Great Lakes News

Great Lakes News

Lake Michigan Clearer, But With Caveat


According to a study by the Michigan Tech Research Institute, Lake Michigan has dramatically increased in clarity since 1998, the Chicago Tribune reports. The reason? Researchers say the introduction of mussels, one of the biggest invasive species in the Great Lakes.

Researchers from the Michigan Tech Research Institute compared satellite images of lakes Michigan, Huron and Superior between 1998 and 2012. They found that lakes Michigan and Huron have become clearer than Lake Superior, with Lake Michigan’s waters turning from a swampy brownish-green to a clearer blue. Although the study states that limiting the amount of agricultural and sewage runoff into the lake has helped, the introduction of mussels has also had a significant impact.

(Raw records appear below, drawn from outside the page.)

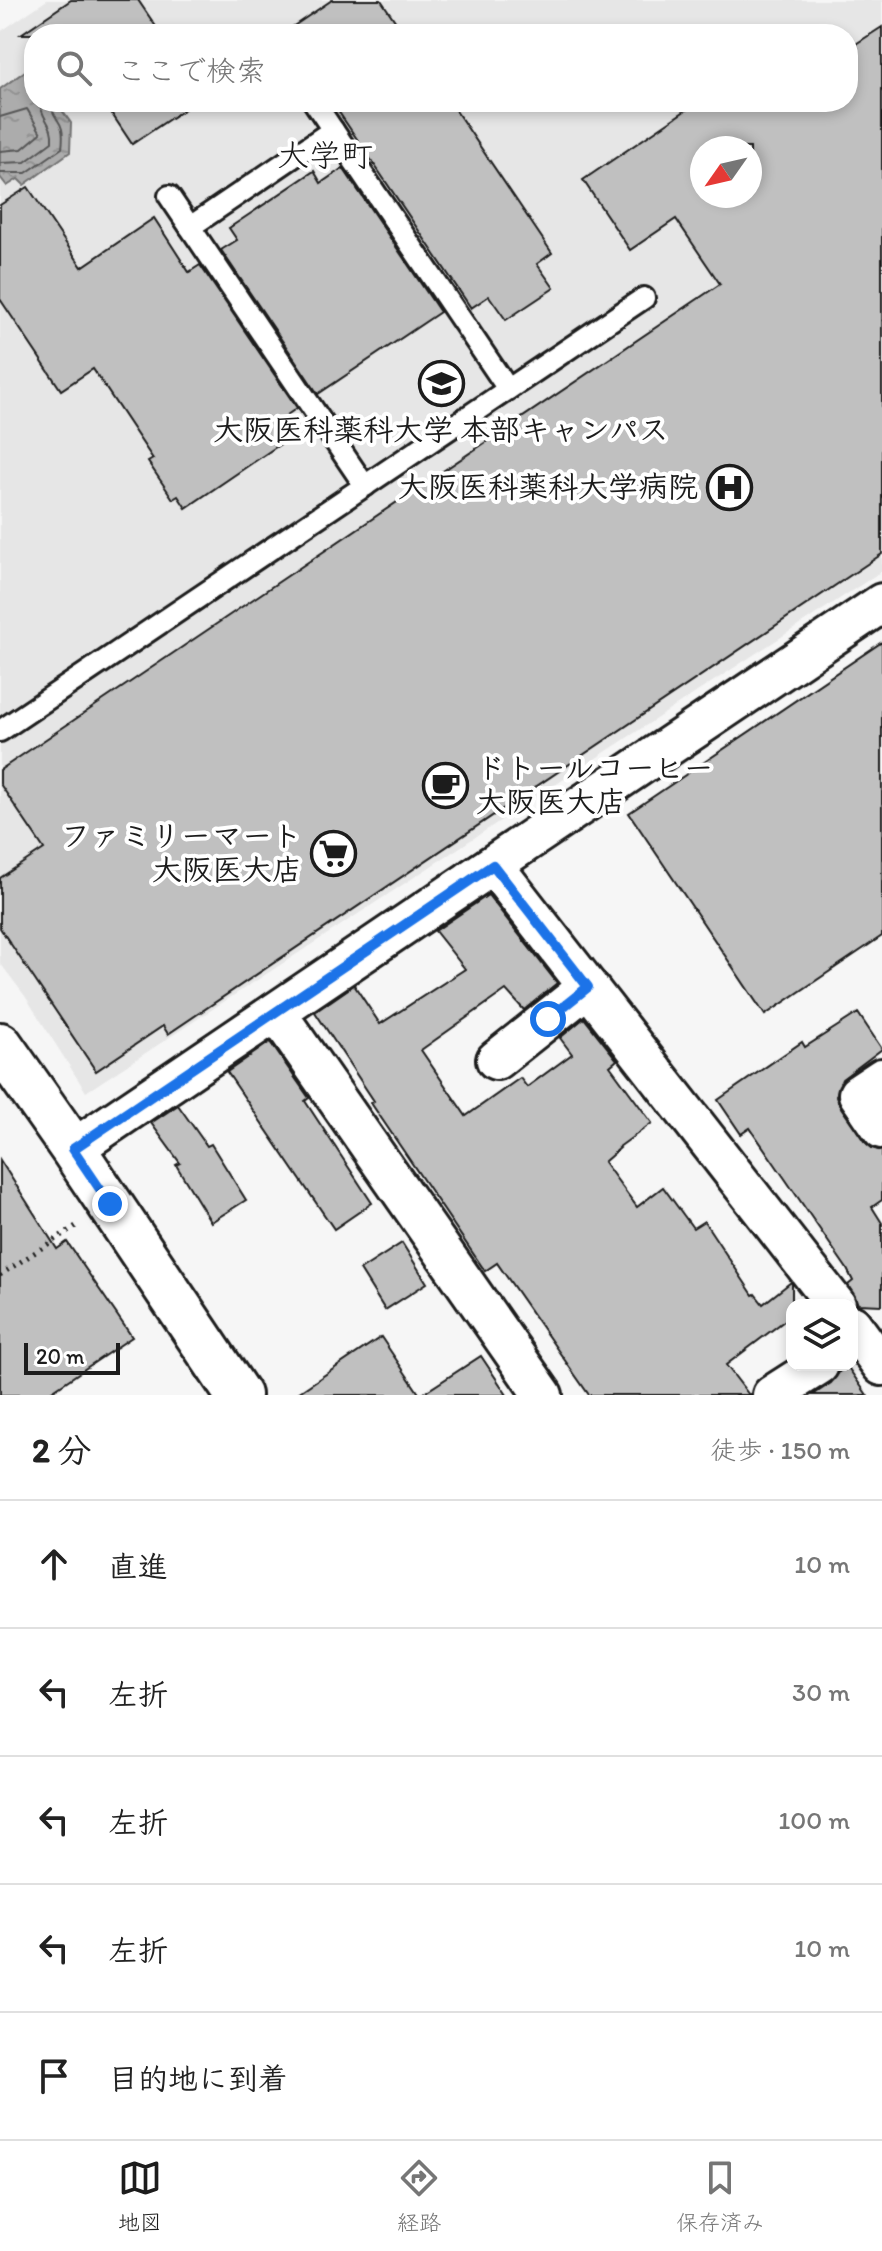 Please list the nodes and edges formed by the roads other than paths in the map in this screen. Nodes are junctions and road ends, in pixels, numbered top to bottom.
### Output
1 (321, 112) edge
2 (333, 130) junction
3 (169, 196) dead end
4 (190, 227) junction
5 (644, 298) dead end
6 (508, 389) junction
7 (365, 486) junction
8 (882, 603) edge
9 (0, 731) edge
10 (493, 865) junction
11 (588, 987) junction
12 (276, 1012) junction
13 (0, 1045) edge
14 (496, 1060) dead end
15 (882, 1078) edge
16 (882, 1129) edge
17 (73, 1149) junction
18 (831, 1299) edge
19 (810, 1371) edge
20 (238, 1395) edge
21 (543, 1395) edge
22 (772, 1395) edge

1 - 2 lane
2 - 4 lane
2 - 6 lane
3 - 4 lane
4 - 7 lane
5 - 6 lane
6 - 7 lane
7 - 9 lane
8 - 10 street
10 - 11 street
10 - 12 street
10 - 17 street
11 - 14 street
11 - 18 street
12 - 17 street
12 - 21 street
13 - 17 street
15 - 16 street
17 - 20 street
19 - 22 street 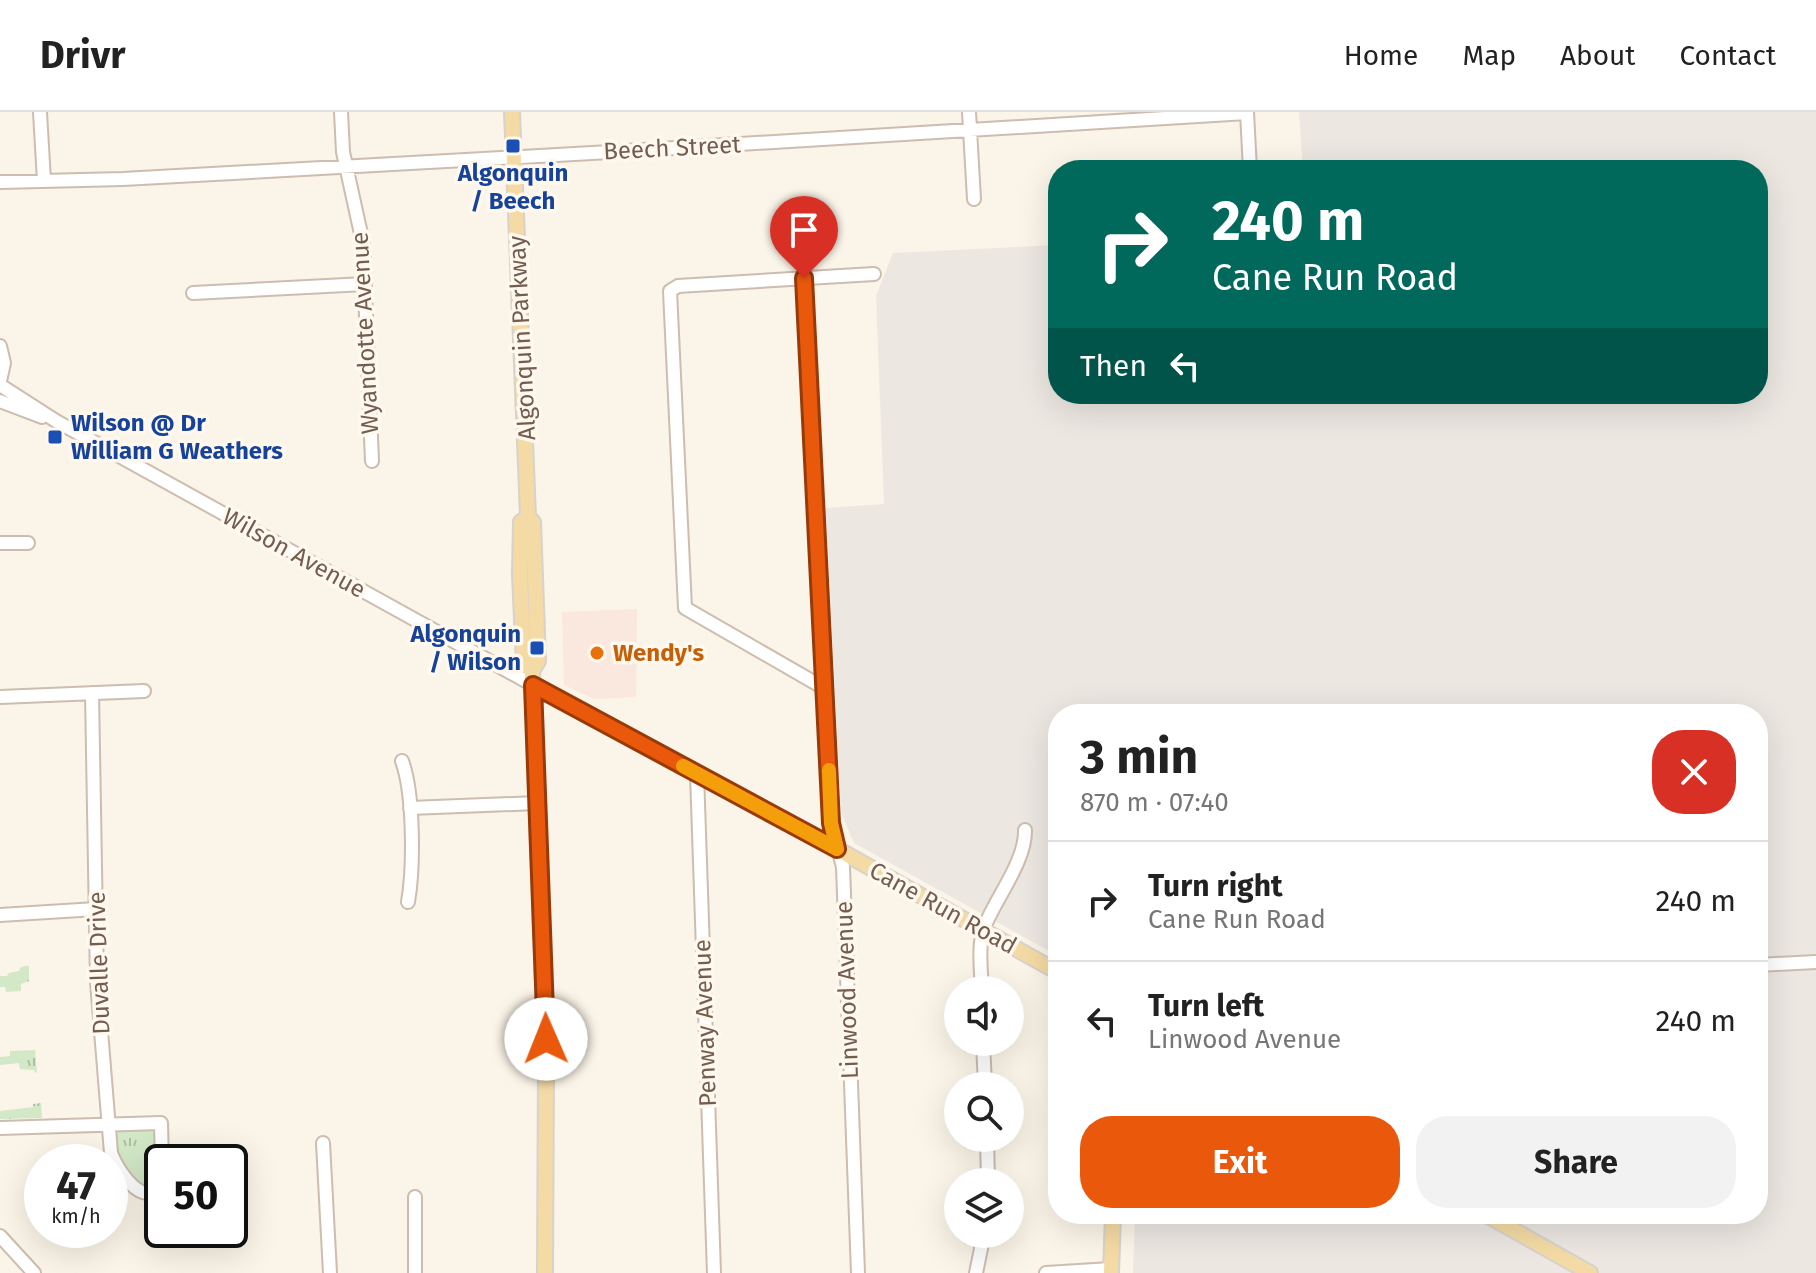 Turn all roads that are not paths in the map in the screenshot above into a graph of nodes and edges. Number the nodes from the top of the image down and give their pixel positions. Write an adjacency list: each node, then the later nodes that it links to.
1 (40, 112): 10 (street)
2 (341, 112): 9 (street, Wyandotte Avenue)
3 (512, 112): 7 (main road, Algonquin Parkway)
4 (969, 112): 6 (street)
5 (1247, 113): 6 (street, Beech Street); 8 (street)
6 (970, 129): 7 (street, Beech Street); 12 (street)
7 (514, 156): 9 (street, Beech Street); 24 (main road, Algonquin Parkway)
8 (1249, 160)
9 (346, 166): 10 (street, Beech Street); 15 (street, Wyandotte Avenue)
10 (44, 181): 11 (street, Beech Street)
11 (0, 182)
12 (974, 199)
13 (874, 274): 14 (street)
14 (804, 278): 25 (street, Linwood Avenue); 25 (street)
15 (365, 284): 16 (street); 21 (street, Wyandotte Avenue)
16 (193, 293)
17 (0, 346): 18 (street)
18 (0, 383): 20 (street, Wilson Avenue)
19 (0, 401): 20 (street, Wilson Avenue)
20 (56, 421): 24 (street, Wilson Avenue)
21 (372, 461)
22 (0, 543): 23 (street)
23 (28, 543)
24 (533, 678): 30 (main road, Cane Run Road); 31 (main road, Algonquin Parkway)
25 (824, 688): 34 (street, Linwood Avenue)
26 (144, 691): 27 (street)
27 (92, 693): 28 (street); 36 (street, Duvalle Drive)
28 (0, 697)
29 (402, 761): 32 (street)
30 (697, 774): 34 (main road, Cane Run Road); 58 (street, Penway Avenue)
31 (537, 803): 32 (street); 57 (main road, Algonquin Parkway)
32 (410, 808): 35 (street)
33 (1025, 830): 38 (street)
34 (837, 849): 38 (main road, Cane Run Road); 59 (street, Linwood Avenue)
35 (408, 902)
36 (96, 909): 37 (street); 43 (street, Duvalle Drive)
37 (0, 915)
38 (983, 930): 41 (main road, Cane Run Road); 42 (street)
39 (1816, 962): 40 (street)
40 (1768, 964)
41 (1048, 966)
42 (982, 976)
43 (108, 1124): 44 (street); 46 (street); 47 (street, Duvalle Drive)
44 (0, 1128)
45 (323, 1143): 55 (street)
46 (162, 1144)
47 (144, 1192)
48 (415, 1197): 56 (street)
49 (1113, 1224): 53 (main road)
50 (1503, 1224): 62 (main road)
51 (0, 1236): 54 (street)
52 (981, 1248): 60 (street)
53 (1111, 1271): 61 (street)
54 (34, 1273)
55 (330, 1273)
56 (415, 1273)
57 (545, 1273)
58 (714, 1273)
59 (858, 1273)
60 (976, 1273)
61 (1046, 1273)
62 (1590, 1273)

“Clearer is not necessarily better,” Robert Shuchman, co-director of the Michigan Tech Research Institute, told the Chicago Tribune. “Clearer water means less phytoplankton in the water column, and they’re the basic building block in the food web. The idea is, the little fish eat algae, and the bigger fish eat the little fish.

Some environmentalists worry that mussels, in filtering the lake water, have decimated the phytoplankton population, thus threatening the entire food chain, ecosystem and $7 billion fishing industry. Researchers say they will have to monitor the mussel population to better predict what will happen in the future.